**EXERCISE DIRECTIONS:** In the records below, find the line containing "Extract the road" and restate it and all lines after it exactly, through the last line.

=== DATA RECORDS ===

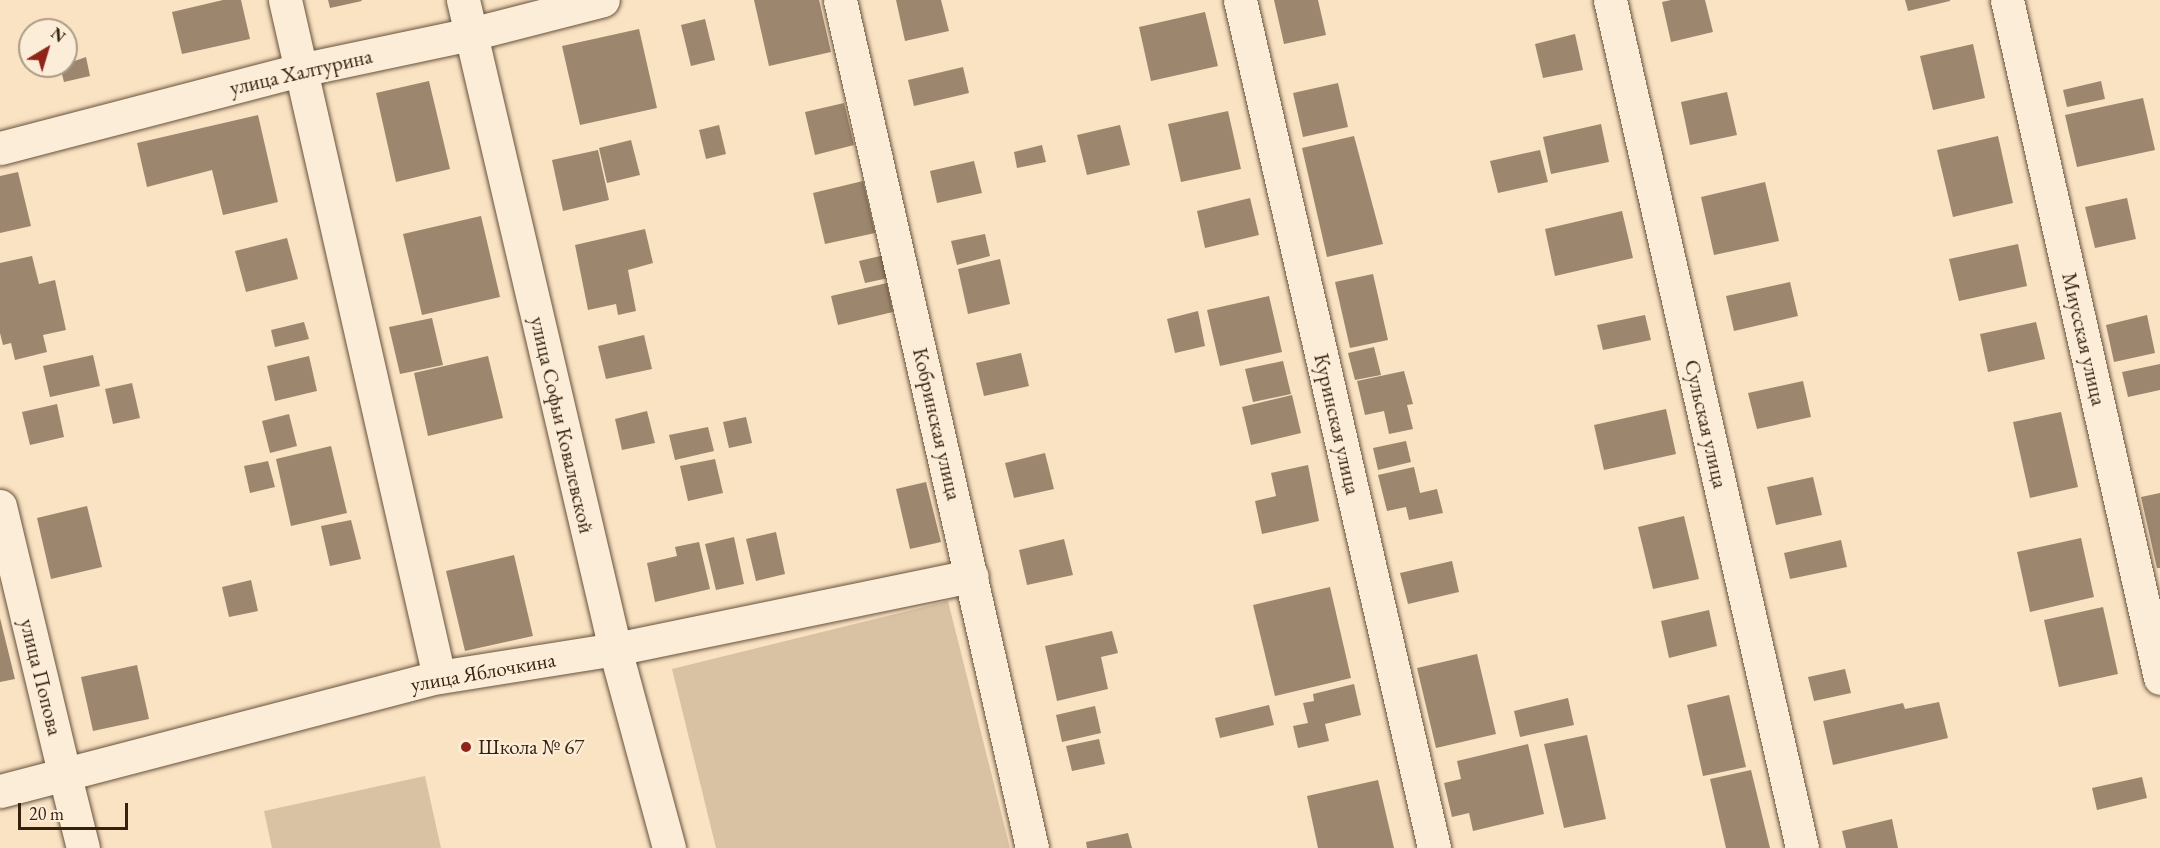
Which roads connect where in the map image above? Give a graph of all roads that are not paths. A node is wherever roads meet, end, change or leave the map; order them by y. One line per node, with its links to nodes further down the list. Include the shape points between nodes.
1 (285, 0): 9 (street)
2 (464, 0): 8 (street, улица Софьи Ковалевской)
3 (603, 0): 8 (street, улица Халтурина)
4 (840, 0): 12 (street, Кобринская улица)
5 (1240, 0): 21 (street, Куринская улица)
6 (1610, 0): 22 (street, Сульская улица)
7 (2007, 0): 15 (street, Миусская улица)
8 (471, 34): 9 (street, улица Халтурина); 13 (street, улица Софьи Ковалевской)
9 (300, 70): 10 (street, улица Халтурина); 14 (street)
10 (0, 148)
11 (0, 506): 16 (street, улица Попова)
12 (972, 576): 13 (street, улица Яблочкина); 20 (street, Кобринская улица)
13 (615, 649): 14 (street, улица Яблочкина); 19 (street, улица Софьи Ковалевской)
14 (439, 677): 16 (street, улица Яблочкина)
15 (2160, 678)
16 (65, 776): 17 (street, улица Яблочкина); 18 (street, улица Попова)
17 (0, 791)
18 (83, 848)
19 (669, 848)
20 (1032, 848)
21 (1434, 848)
22 (1802, 848)

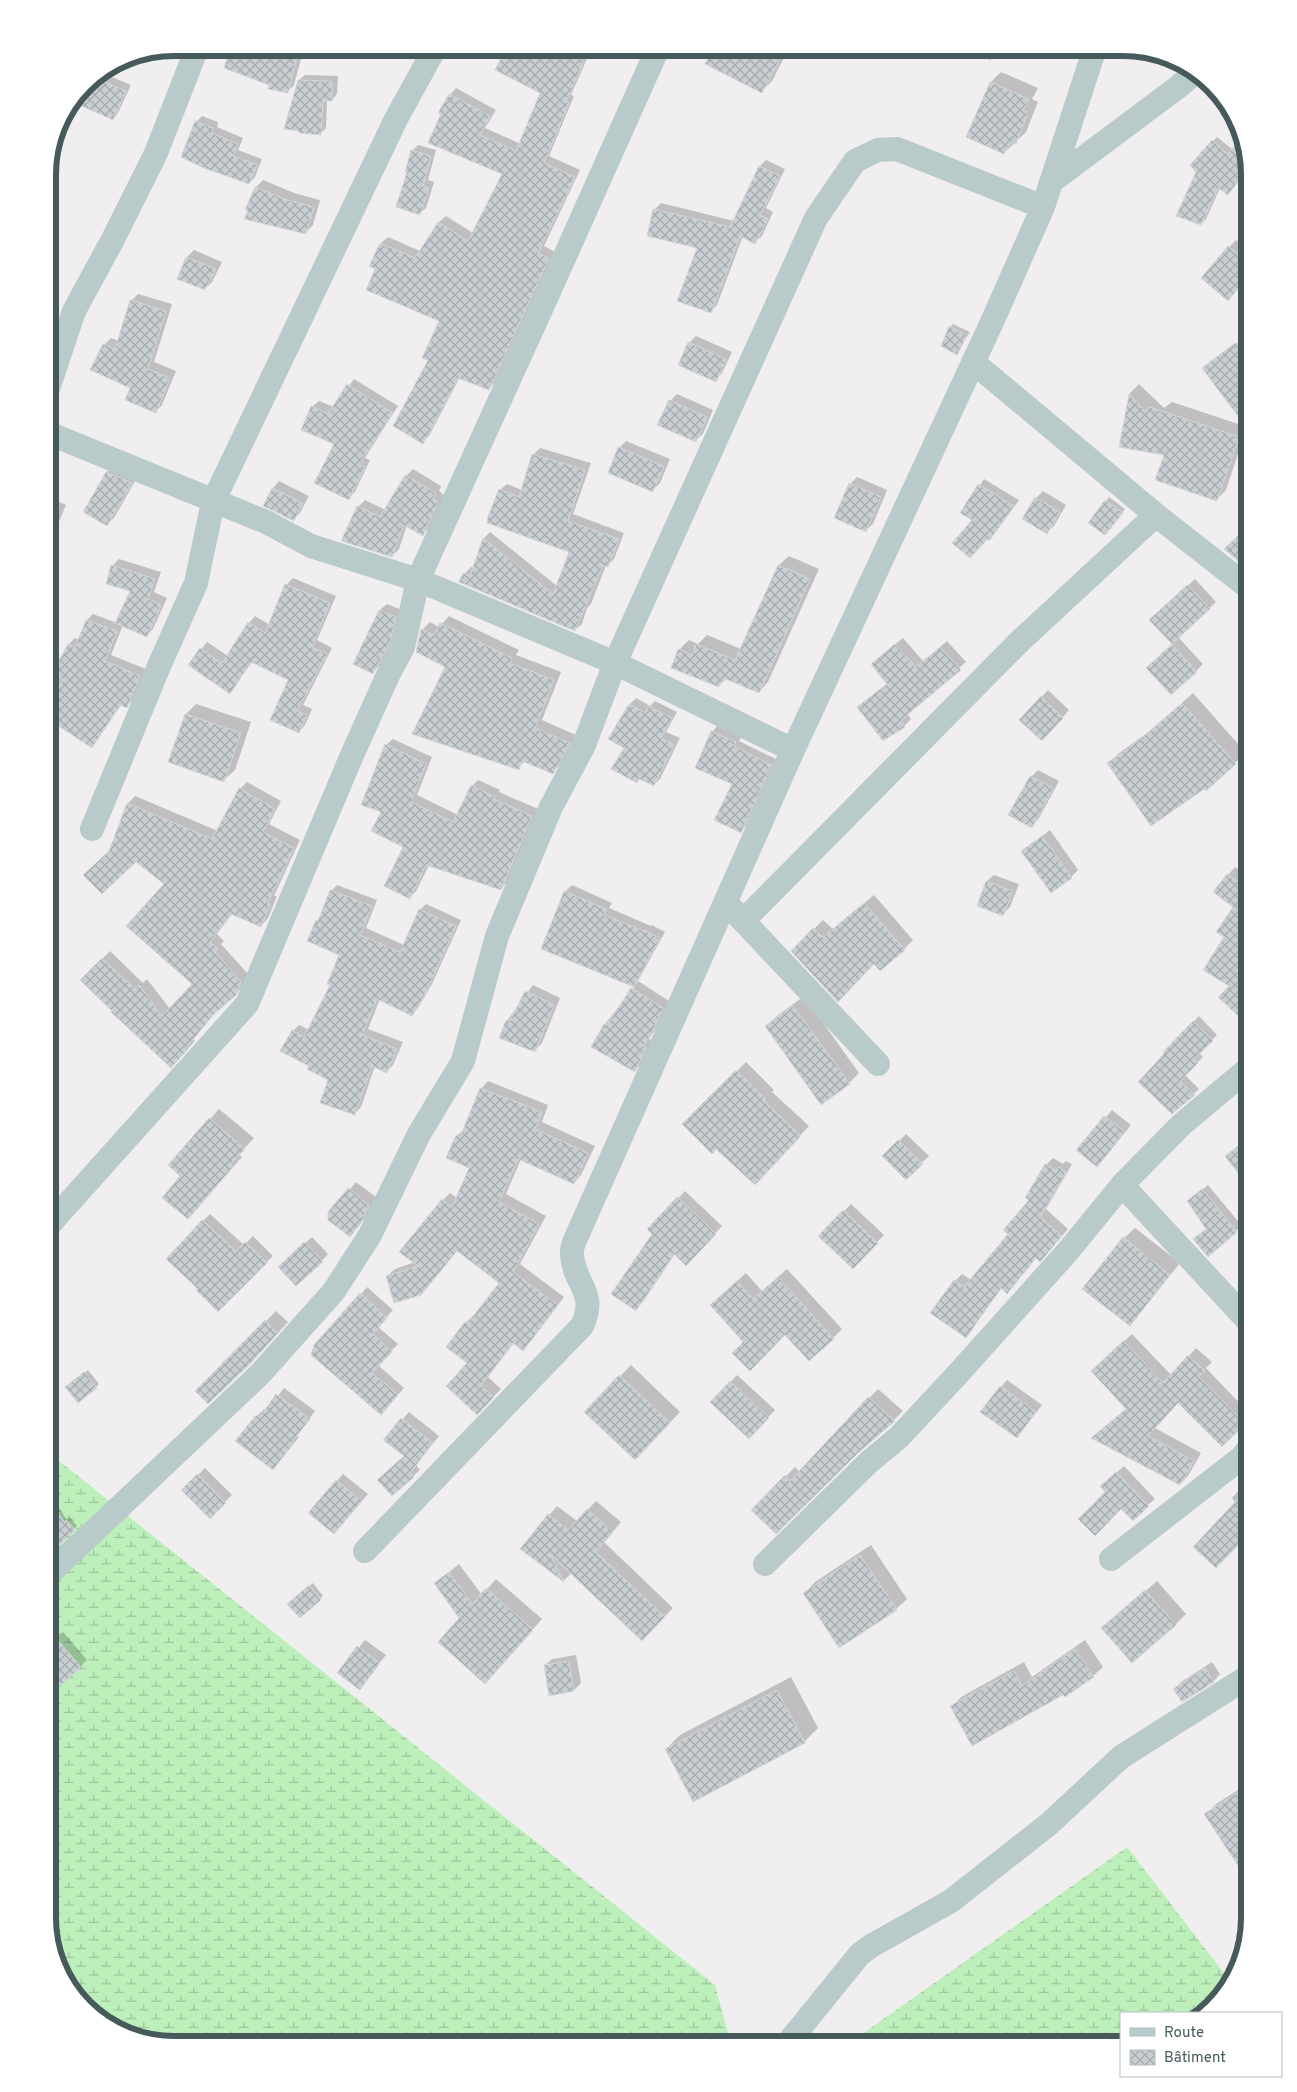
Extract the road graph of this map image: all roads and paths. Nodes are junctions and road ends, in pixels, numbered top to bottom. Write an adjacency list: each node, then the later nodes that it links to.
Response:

===

**ANSWER AREA:**
Extract the road graph of this map image: all roads and paths. Nodes are junctions and road ends, in pixels, numbered top to bottom. Write an adjacency list: each node, then the later nodes that it links to.
Response:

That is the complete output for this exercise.